Aside from their history in the sport, Michelle and John own and run U.S. Gymnastics Development Center II, a developmental gymnastics facility in New York. The facility boasts four scholarship athletes and multiple junior champions, both male and female, and most notably, their son.

But when it came to Ribeiro, it was John who was more apprehensive about pushing his son into the sport.

“It was really fun, but it was so hard at the same time because of who my parents are,” Ribeiro said.

John knew the problems that came with gymnastics.

“I tried not to push him into the sport,” John said. “You’re always training, always in the gym, so I tried to get him to do other sports. He was never one of the best as a junior; it wasn’t until later on and now in college that he has excelled.

‘Throwing’ it all away

Ribeiro competed in the sport unabridged for the first 12 or so years of his life. He then experienced “the lull” that the three Ribeiros all said is something that is inevitable for most every gymnast. This refers to the point in a gymnast’s career when the work load becomes too much and too time consuming to conceivably continue in the sport.

As per Michelle’s rules of parenting, Ribeiro was allowed to back off of gymnastics, so long as he kept active in something else. That something quickly became baseball when Ribeiro discovered his passion for the sport.

“I would spend hours at the gym and sometimes I would get bored of the crazy things that I could do in the gym,” Ribeiro said about the beginning of his foray into baseball. “So I would sit in front of the TV and a lot of times the Yankee games would play and I fell in love with them.”

His love affair coincided with maturity and a pubescent enlightenment.

“At that point in seventh grade was the first time that I realized that I had a mind of my own,” Ribeiro said.

Looking back on the understanding years later, he says it jokingly, but still with a hint of realization in his voice that suggests he honestly may have not considered other options until then.

“What if I didn’t do gymnastics?
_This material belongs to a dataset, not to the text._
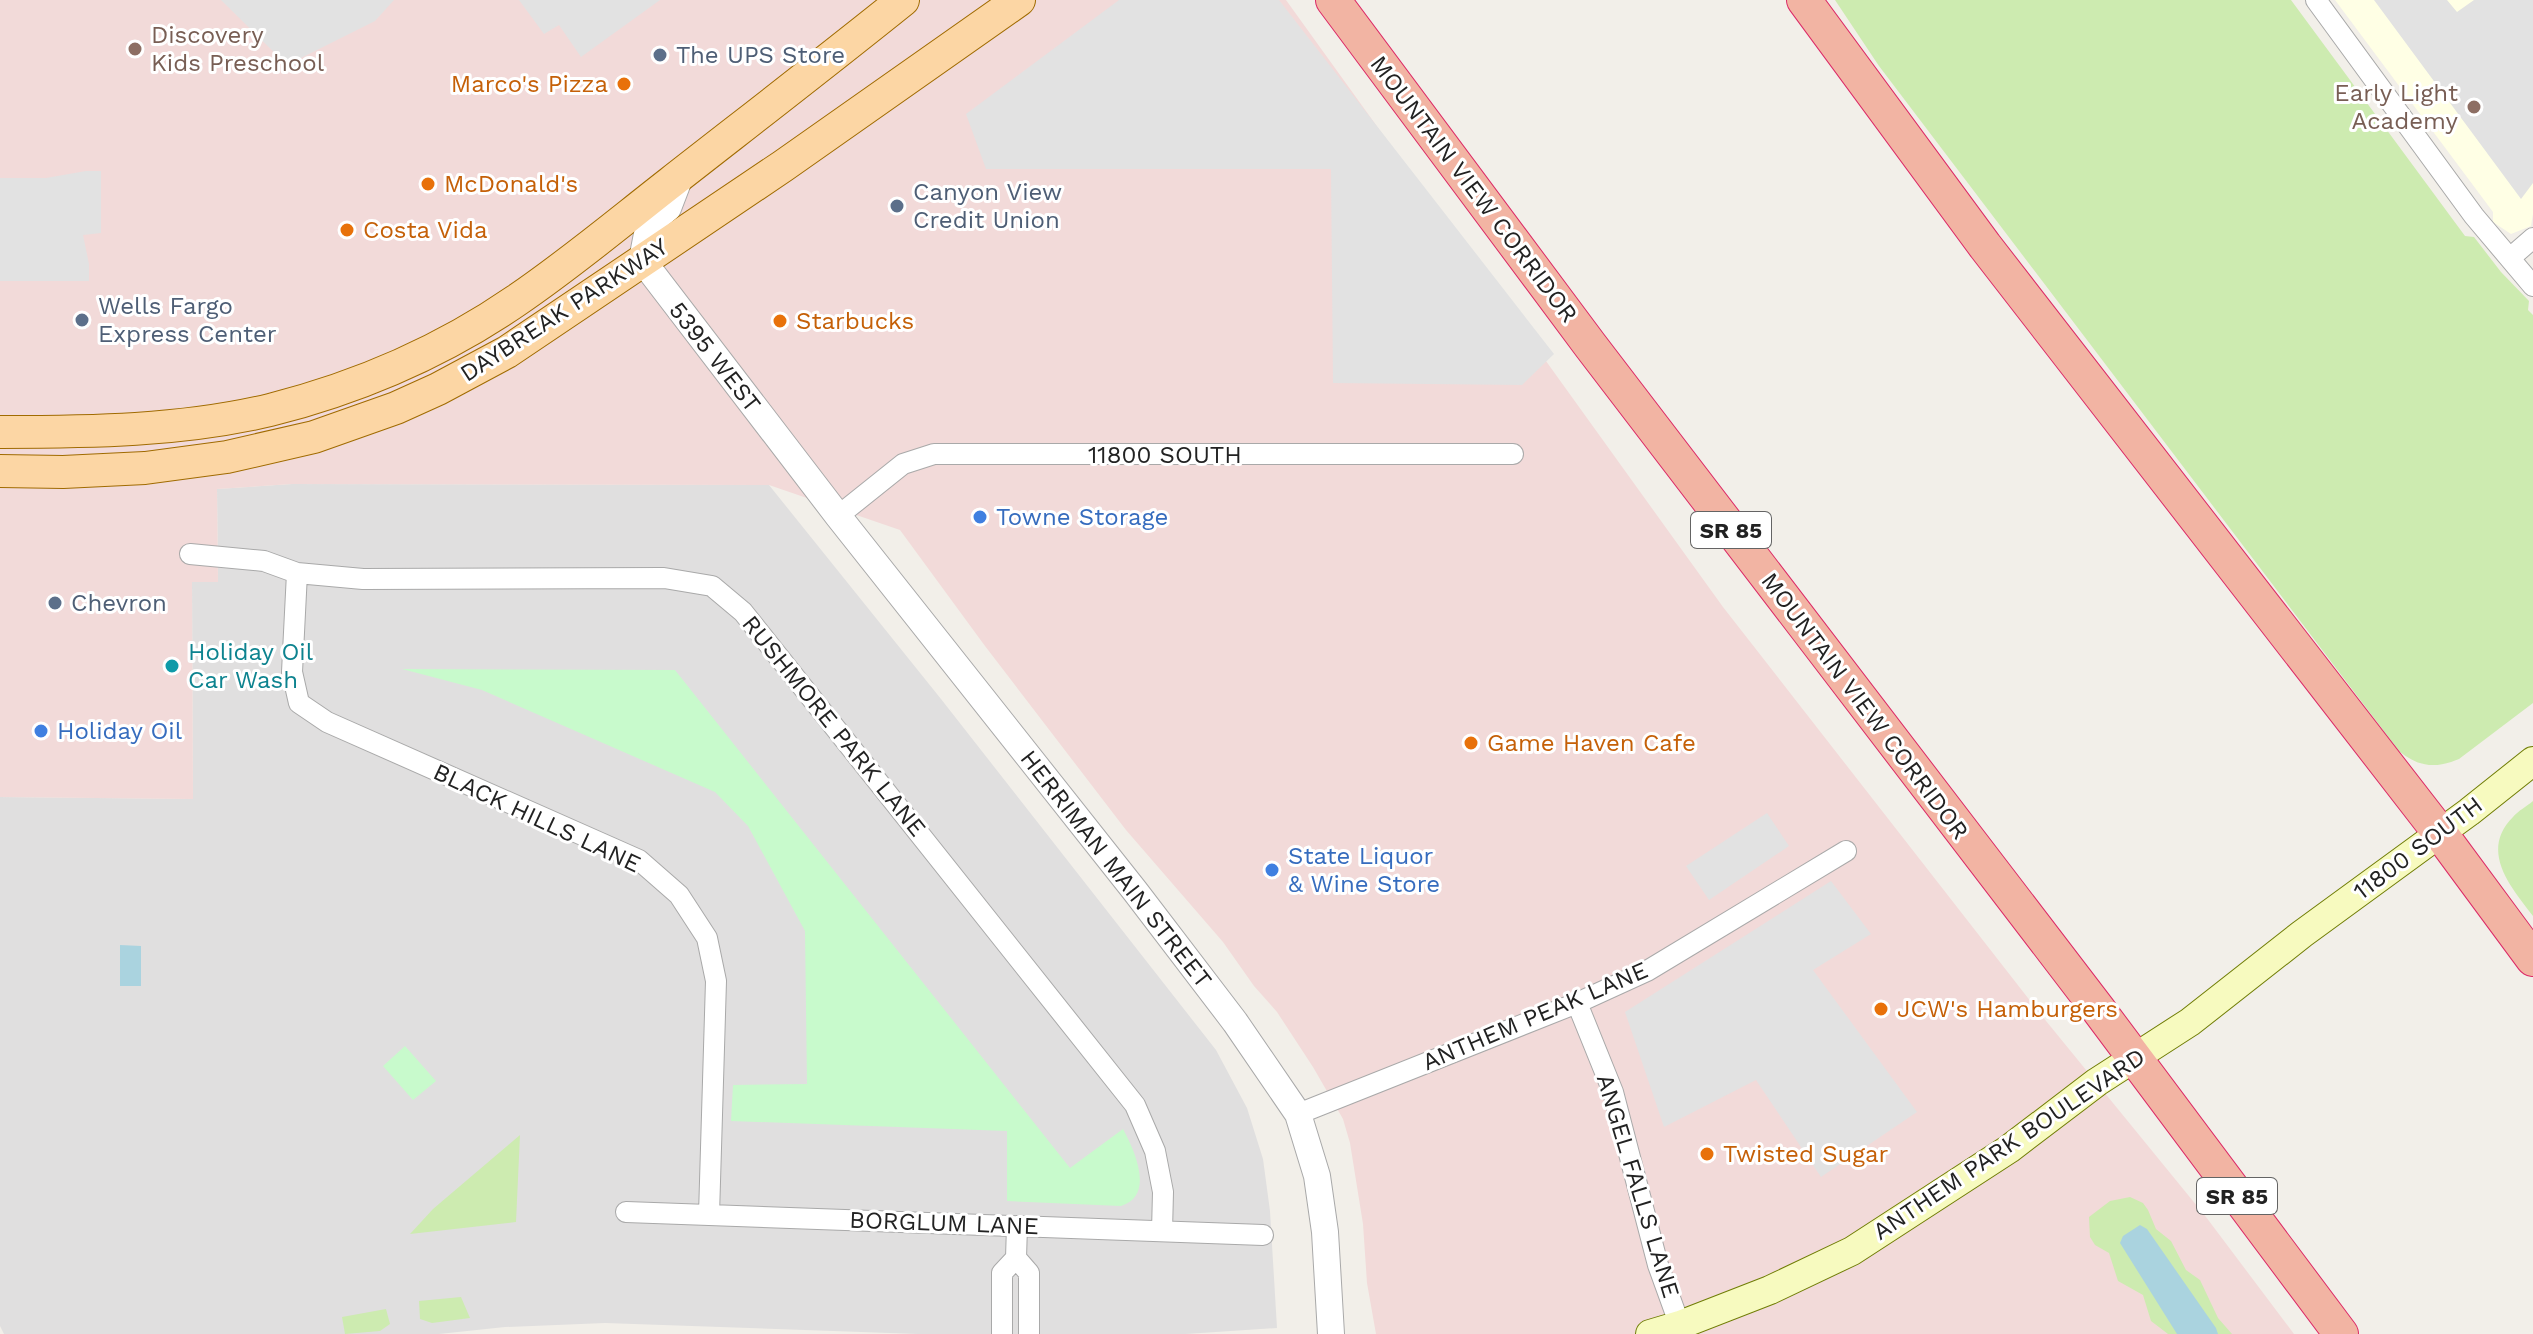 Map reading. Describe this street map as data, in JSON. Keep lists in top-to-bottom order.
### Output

Is that a possibility? Let me see if I can try baseball.”

With the blessing of his mother and ever-present support from his father, Ribeiro ventured into something new.

“From then on, I wanted to play,” Ribeiro said, “and I started to around seventh grade. I loved it, and I was terrible, I was so bad. It got to the point where I would calculate my batting average, it was like a .042. I got one hit in like 25 at bats or something. But I think it helped that I had that for a time, it kept me sane.”
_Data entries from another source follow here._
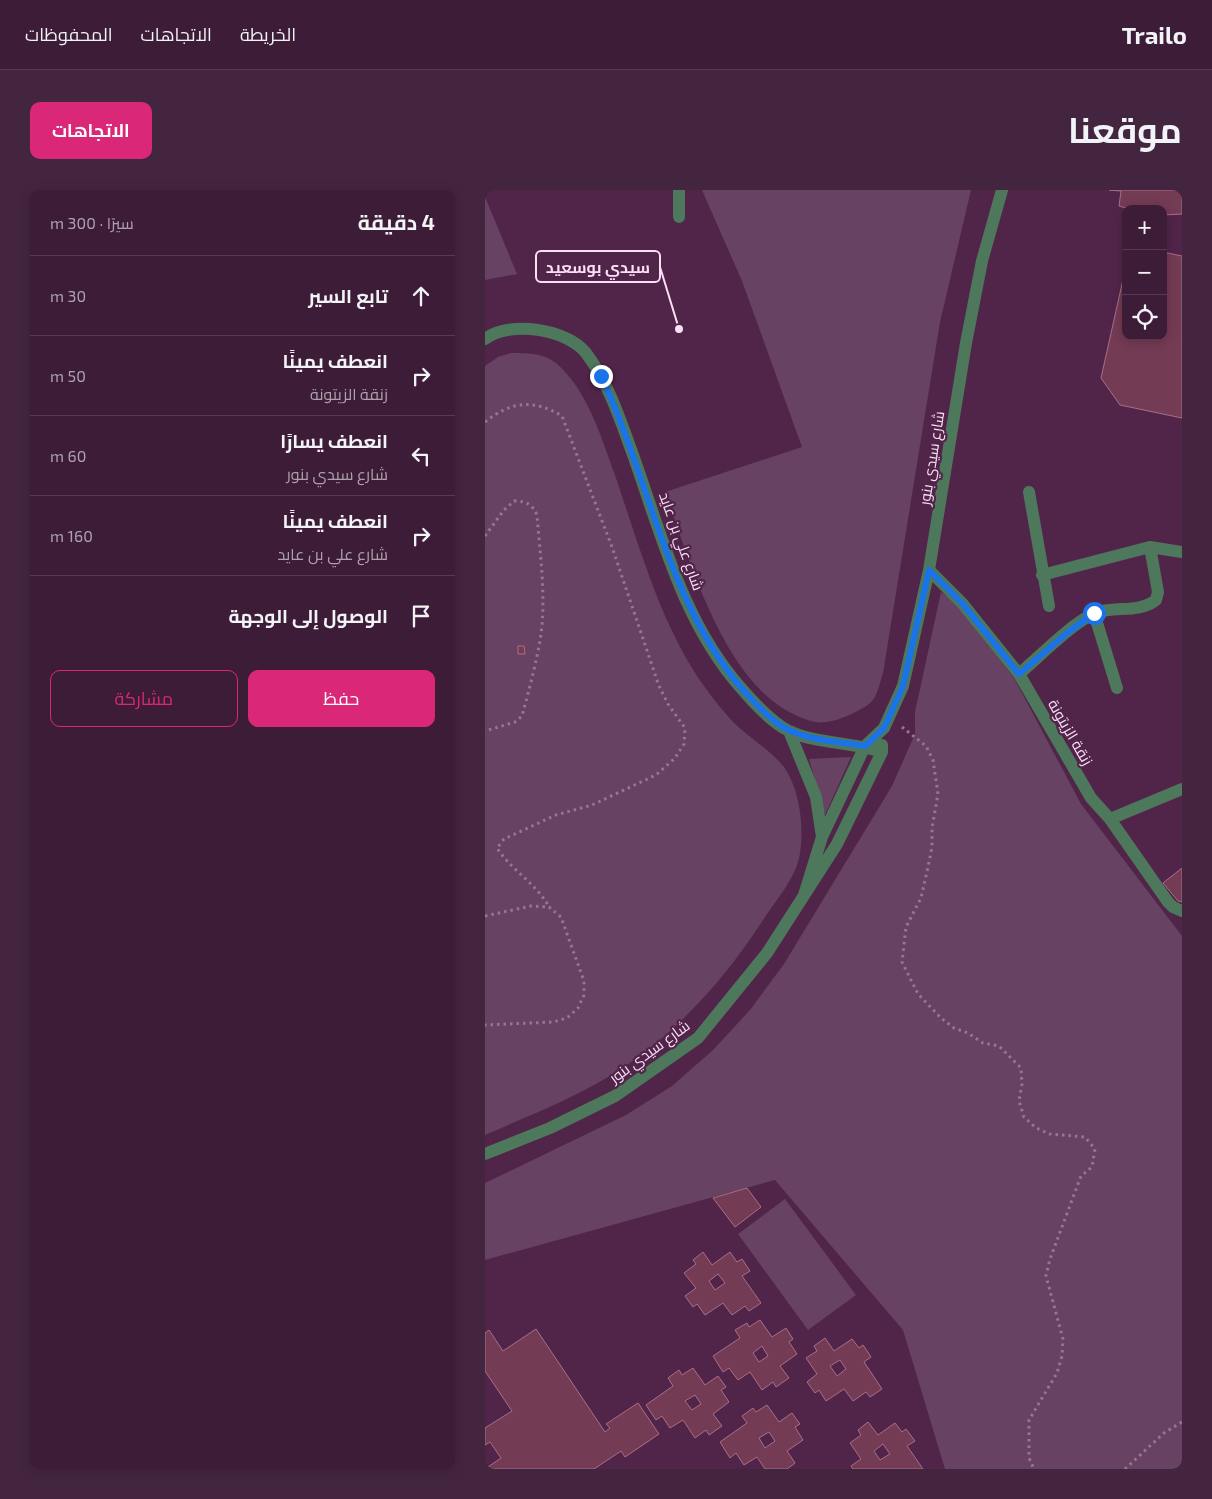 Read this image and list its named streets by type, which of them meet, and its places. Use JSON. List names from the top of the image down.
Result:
{
  "streets": {
    "street": ["شارع سيدي بنور", "شارع علي بن عايد", "زنقة الزيتونة"]
  },
  "crossings": [
    ["شارع سيدي بنور", "شارع علي بن عايد"],
    ["شارع سيدي بنور", "زنقة الزيتونة"]
  ],
  "places": ["سيدي بوسعيد"],
  "page": {
    "header": "Trailo",
    "nav": ["الخريطة", "الاتجاهات", "المحفوظات"],
    "title": "موقعنا",
    "buttons": [
      "الاتجاهات",
      ["حفظ", "مشاركة"]
    ],
    "heading": ["4 دقيقة", "سيرًا · 300 m"],
    "map_buttons": ["+", "−"],
    "list": [
      ["تابع السير", "30 m"],
      ["انعطف يمينًا", "زنقة الزيتونة", "50 m"],
      ["انعطف يسارًا", "شارع سيدي بنور", "60 m"],
      ["انعطف يمينًا", "شارع علي بن عايد", "160 m"],
      "الوصول إلى الوجهة"
    ]
  }
} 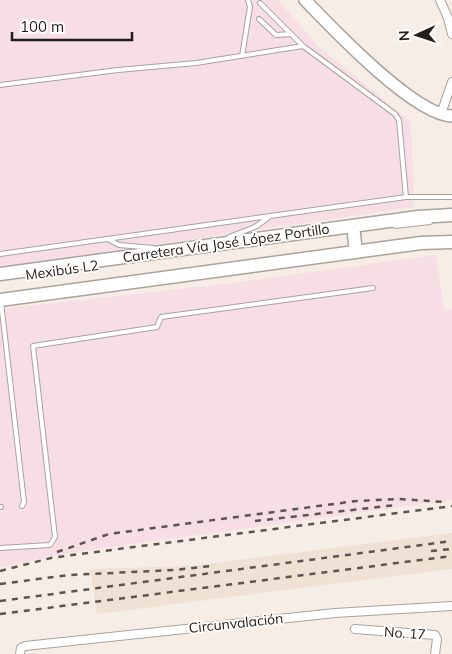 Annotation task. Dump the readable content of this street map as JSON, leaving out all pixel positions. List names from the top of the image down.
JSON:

That sanity gained from his newfound outlet is something Ribeiro said likely furthered his devotion to gymnastics. His career in baseball may have never caught the eye of Derek Jeter or George Steinbrenner but nevertheless provided a release from his lifetime of work in the gym.

John, too, had his own conflict of sporting interest growing up. Like many children growing up in Brazil, he had an affinity for soccer at an early age.

“I always played soccer, and I was pretty good at it,” John said. “I was on the traveling team, but my gymnastics coach said, ‘Enough, John, either soccer or gymnastics.’ When (Ribeiro) wanted to play baseball, I pushed him into that; I didn’t want to push gymnastics. It’s so sad when you get older if you see you had a bad childhood because of being pushed.”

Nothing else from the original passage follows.